This is a simple Salt state to enable and start jenkins service:
# jenkins.sls
activate_jenkins_service:
service.running:
- name: jenkins
- enable: True
Official Jenkins installation on RedHat/CentOS/Fedora uses init.d/sysv scripts.
Manually enabling and starting through init.d/sysv scripts perfectly works even on systemd-based Fedora 20:
systemctl enable jenkins
jenkins.service is not a native service, redirecting to /sbin/chkconfig.
Executing /sbin/chkconfig jenkins on
systemctl start jenkins
On the other hand, Salt fails to execute the state:
salt-call -l all state.sls jenkins
...
ID: activate_jenkins_service
Function: service.running
Name: jenkins
Result: False
Comment: The named service jenkins is not available
Changes:
...
The problem stems from the fact that Salt executes systemctl list-unit-files command which only lists systemd unit files excluding init.d/sysv scripts:
...
[INFO ] Executing state service.running for jenkins
[INFO ] Executing command 'systemctl --full list-unit-files | col -b' in directory '/root'
...
Because Salt doesn't see required jenkins service in the list of unit files, it doesn't pass next execution to systemctl for enabling/starting/... the service and does't let systemctl to tell "authoritatively" about actual existence of the service.
This issue is very closely related to issue #8444 (as far as the proposed solution is concerned) and described in this comment.
Rather than executing any pre-validation logic (i.e. finding service name somewhere), Salt should rely on systemd (and its systemctl command) to determine whether states to enable/start/... the service failed or succeeded.

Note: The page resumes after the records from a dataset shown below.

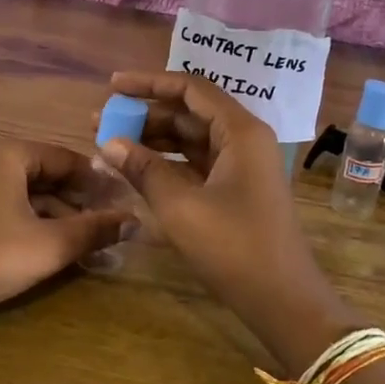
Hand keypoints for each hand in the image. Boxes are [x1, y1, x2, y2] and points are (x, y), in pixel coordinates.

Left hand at [0, 139, 131, 320]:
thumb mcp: (49, 245)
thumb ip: (95, 230)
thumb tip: (136, 222)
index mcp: (8, 152)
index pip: (66, 158)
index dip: (99, 182)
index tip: (125, 203)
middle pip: (47, 175)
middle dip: (80, 203)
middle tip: (110, 226)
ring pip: (28, 194)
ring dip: (59, 217)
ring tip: (89, 243)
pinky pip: (8, 206)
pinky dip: (33, 223)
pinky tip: (54, 247)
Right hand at [97, 72, 357, 366]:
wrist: (282, 300)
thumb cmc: (234, 247)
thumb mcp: (181, 206)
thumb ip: (143, 169)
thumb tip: (107, 143)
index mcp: (239, 131)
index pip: (190, 88)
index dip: (149, 83)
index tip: (112, 85)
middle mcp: (243, 138)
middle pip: (189, 112)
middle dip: (145, 114)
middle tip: (101, 122)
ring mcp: (241, 164)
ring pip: (190, 138)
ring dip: (152, 138)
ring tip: (110, 144)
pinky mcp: (235, 188)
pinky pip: (196, 162)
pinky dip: (166, 162)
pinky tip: (135, 168)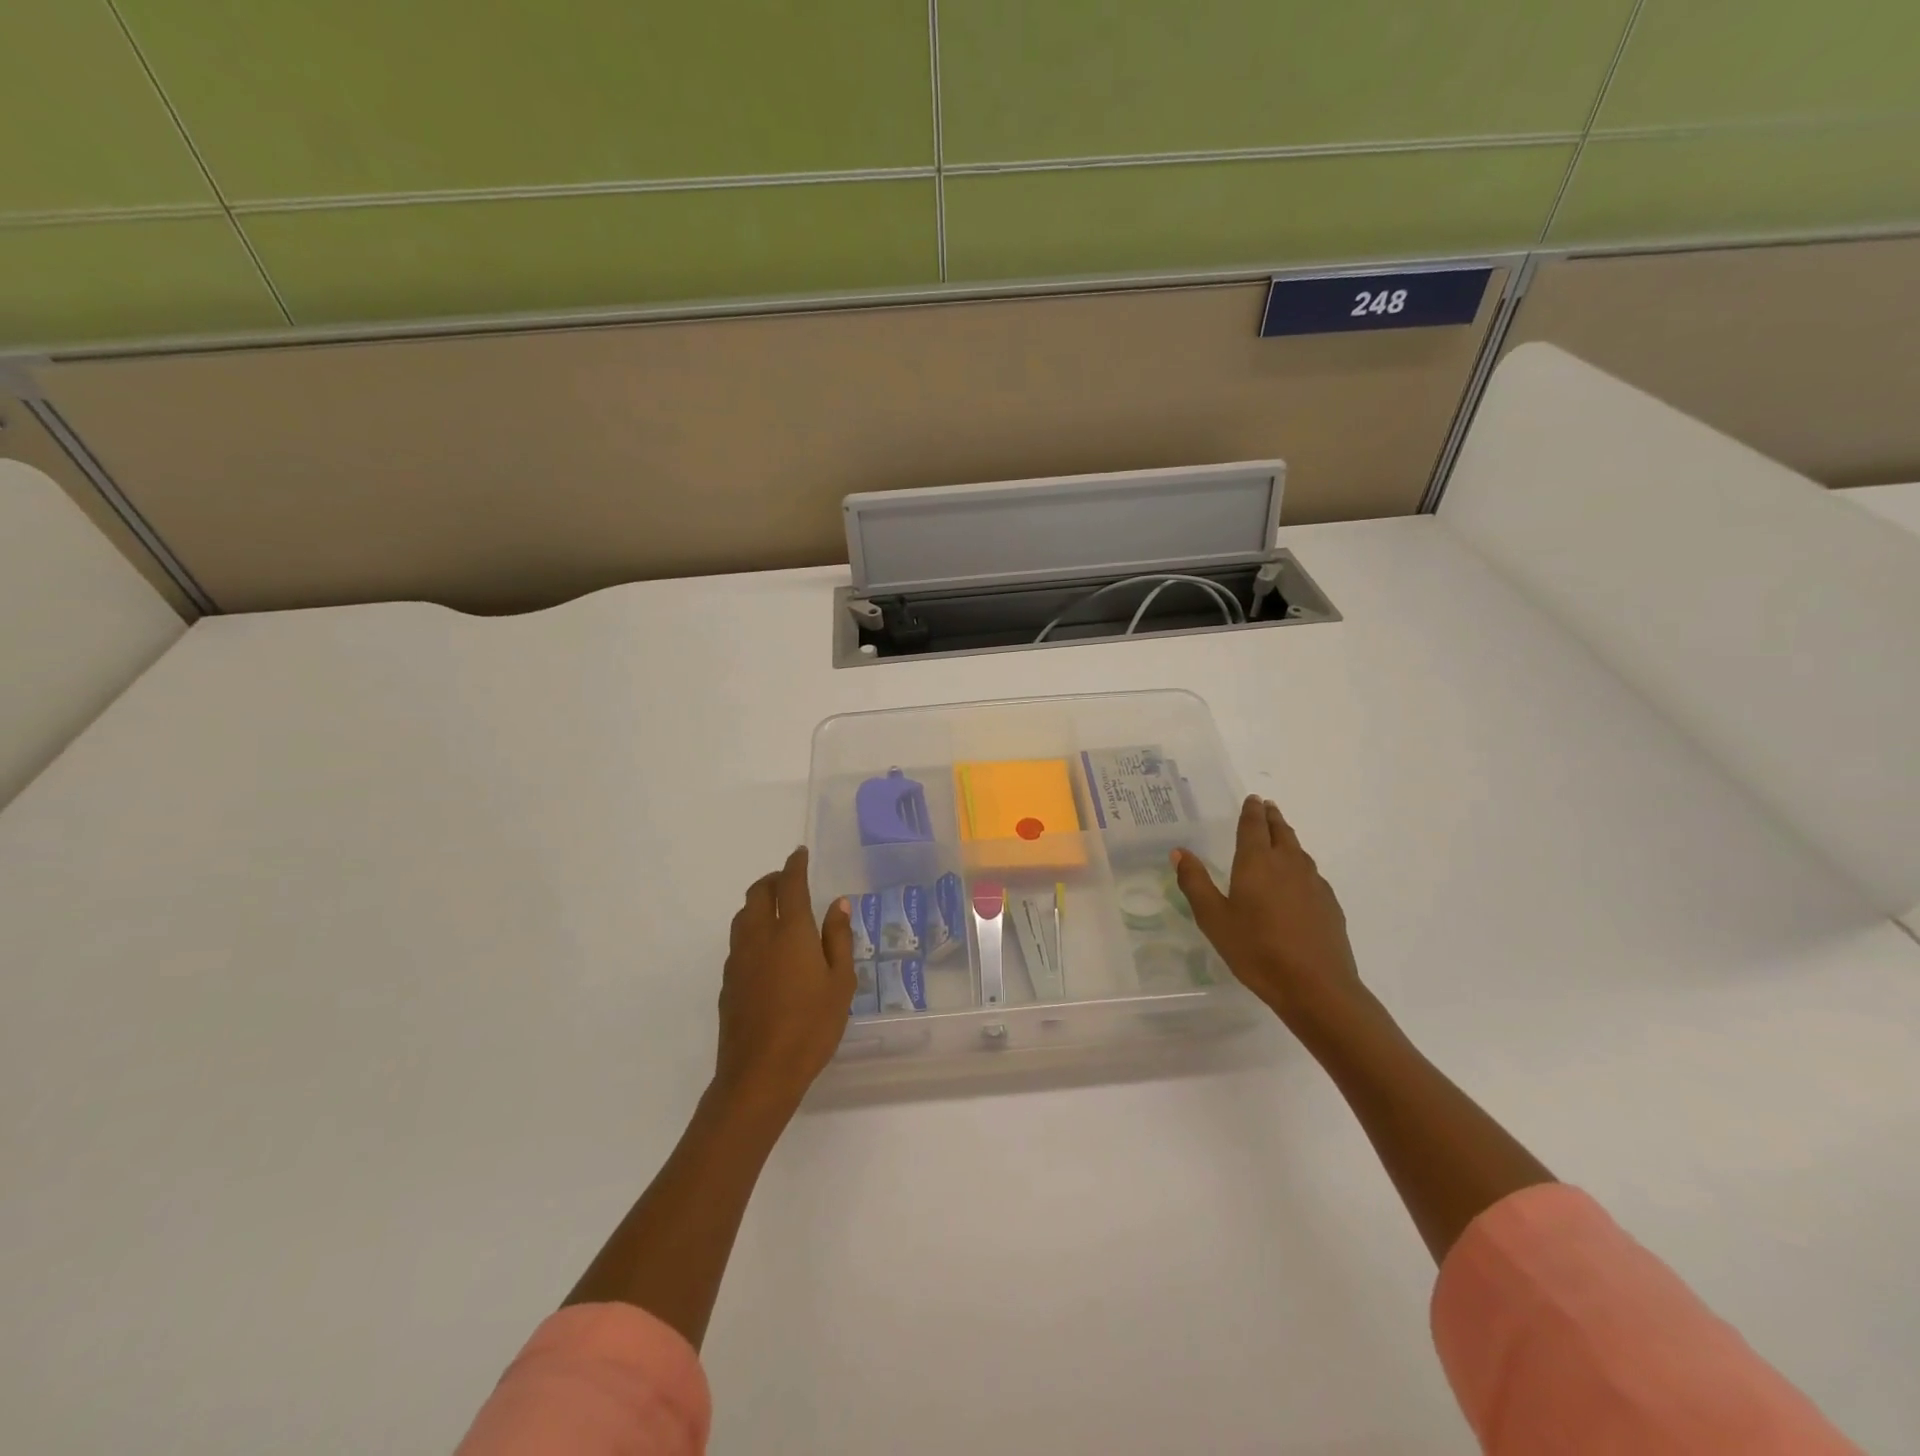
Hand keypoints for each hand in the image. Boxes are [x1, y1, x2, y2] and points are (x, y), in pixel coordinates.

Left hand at [714, 847, 855, 1114]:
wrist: (759, 1074)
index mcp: (790, 931)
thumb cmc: (811, 1026)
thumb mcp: (840, 983)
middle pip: (758, 893)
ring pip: (743, 916)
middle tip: (789, 879)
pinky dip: (752, 930)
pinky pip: (738, 941)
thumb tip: (838, 903)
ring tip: (777, 910)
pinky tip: (766, 950)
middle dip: (773, 879)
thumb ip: (838, 939)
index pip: (791, 884)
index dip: (795, 865)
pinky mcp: (727, 982)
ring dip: (758, 902)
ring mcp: (738, 959)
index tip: (800, 853)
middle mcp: (759, 936)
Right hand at [1173, 795, 1367, 1031]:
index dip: (1251, 811)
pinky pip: (1312, 874)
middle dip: (1272, 818)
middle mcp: (1288, 864)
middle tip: (1267, 808)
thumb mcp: (1213, 919)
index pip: (1253, 826)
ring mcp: (1313, 884)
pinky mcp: (1329, 904)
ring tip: (1280, 838)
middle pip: (1281, 832)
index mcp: (1257, 862)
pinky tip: (1297, 882)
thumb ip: (1195, 883)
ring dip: (1288, 839)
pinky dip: (1301, 866)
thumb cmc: (1256, 950)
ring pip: (1299, 851)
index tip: (1253, 799)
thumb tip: (1180, 852)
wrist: (1316, 986)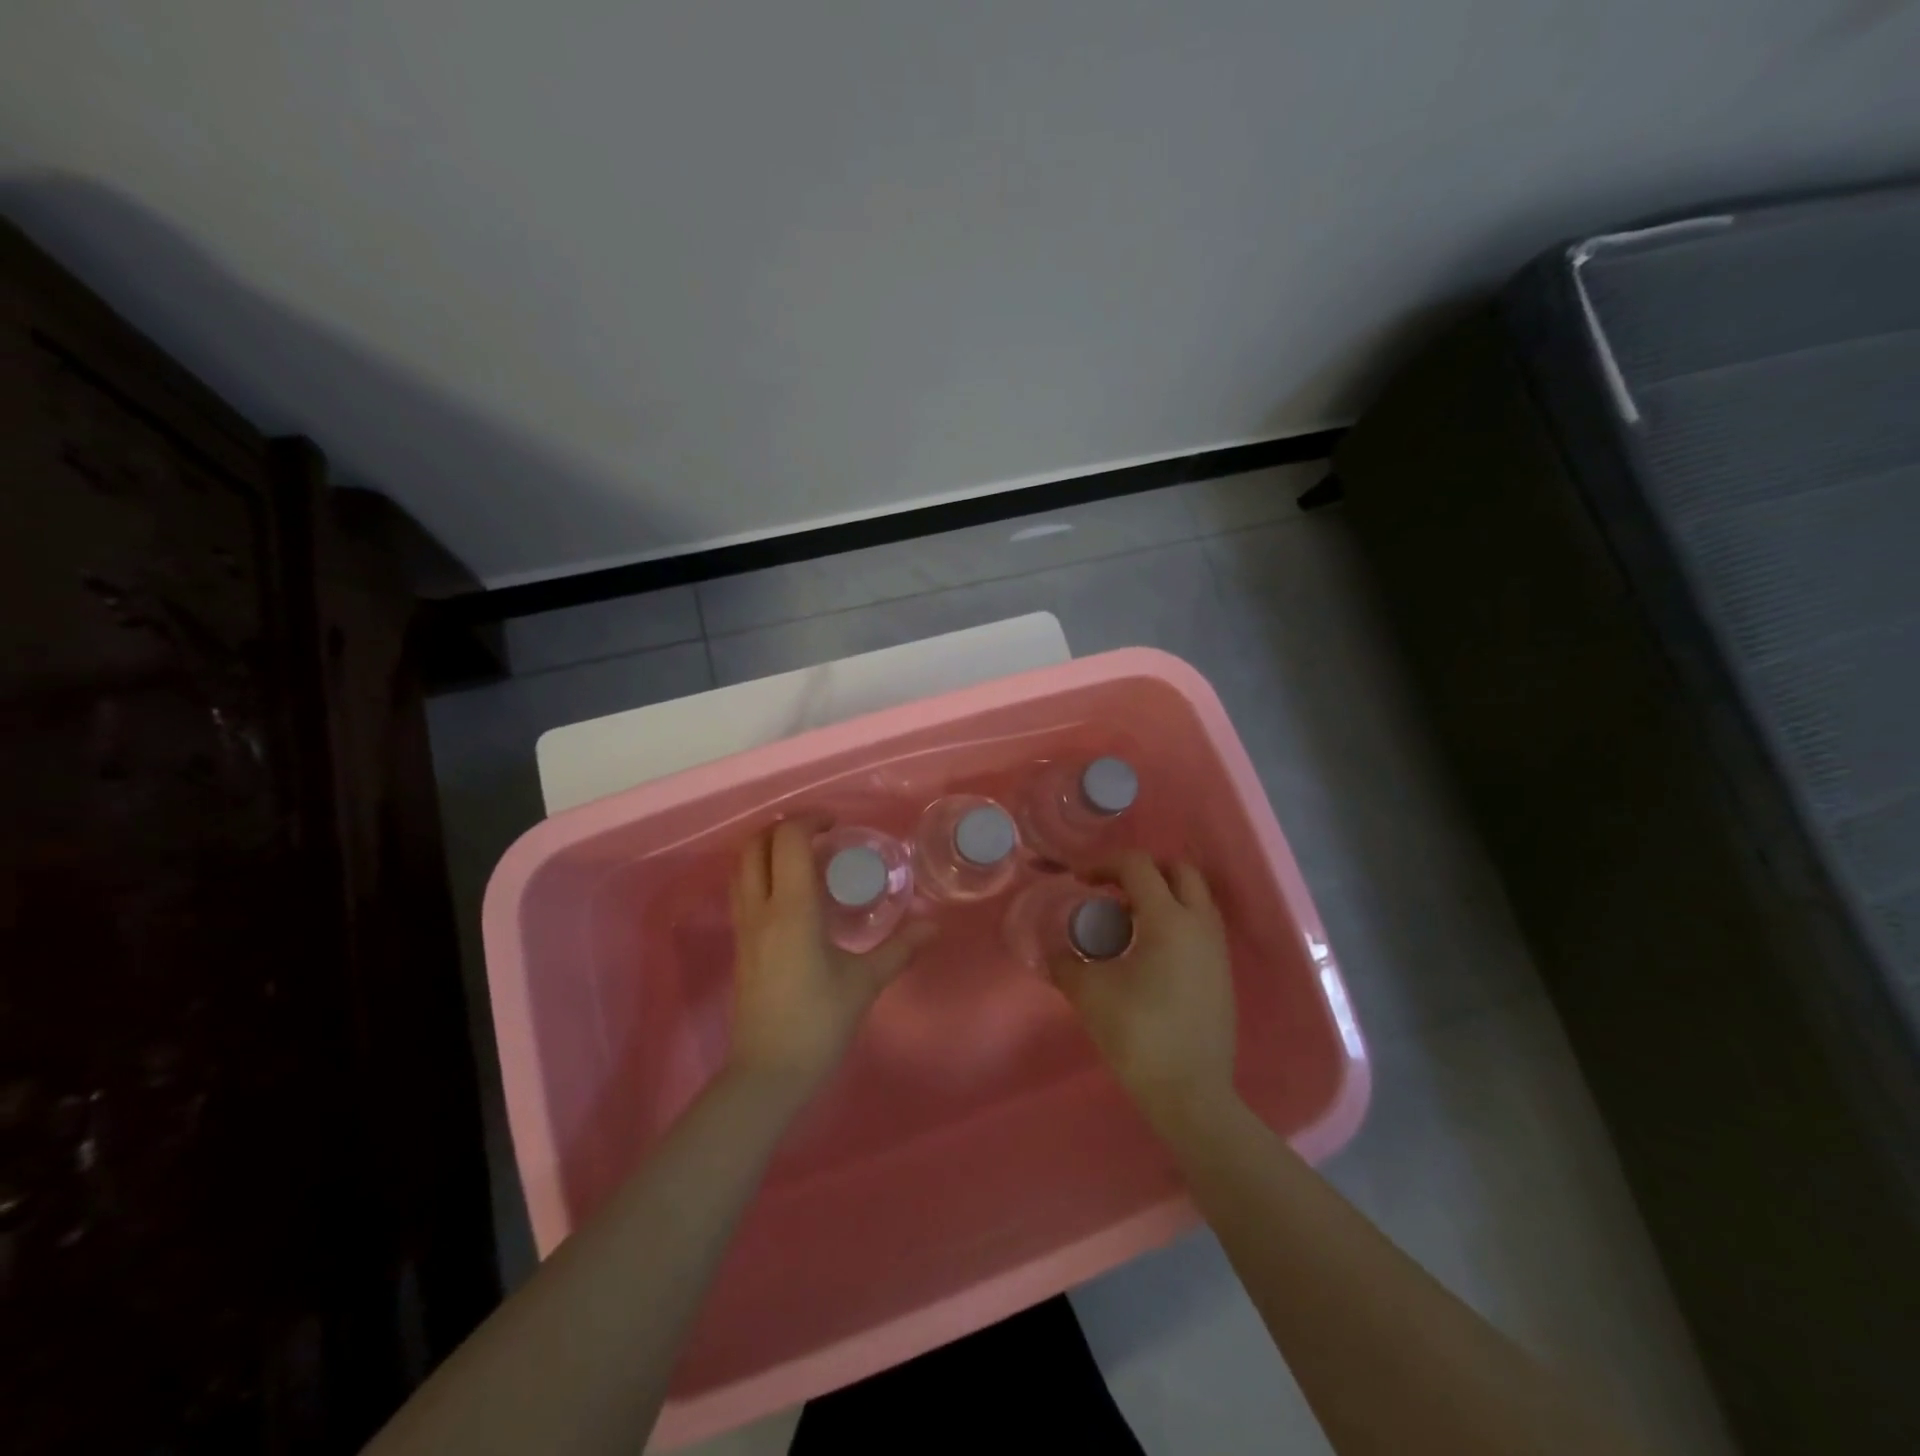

In other words, Salt should execute systemctl with any arbitrary service name optimistically and report result of the execution instead of trying to predict its outcome.
Again, see it in issue #8444.
Master and minion is the same host with Fedora 20 x86_64:
salt --versions-report
Salt: 2014.1.1
Python: 2.7.5 (default, Feb 19 2014, 13:47:28)
Jinja2: 2.7.1
M2Crypto: 0.21.1
msgpack-python: 0.1.13
msgpack-pure: Not Installed
pycrypto: 2.6.1
PyYAML: 3.10
PyZMQ: 13.0.2
ZMQ: 3.2.4
I agree with what you're saying here. Let's try and get this in.
@mtorromeo says this should be fixed by #11921. @uvsmtid can you verify?
@cachedout and @mtorromeo Thanks for updates!
I cherry-picked both 90bece1 and 9617d33 on top of 2014.1 (latest develop had some unrelated issues) in my virtualenv.
I used similar state mentioned there in its example
activate_vpn_service:
service.running:
- name: [email protected]
- enable: True
Indeed, commit 9617d33 handles @ in systemd unit names to make it work.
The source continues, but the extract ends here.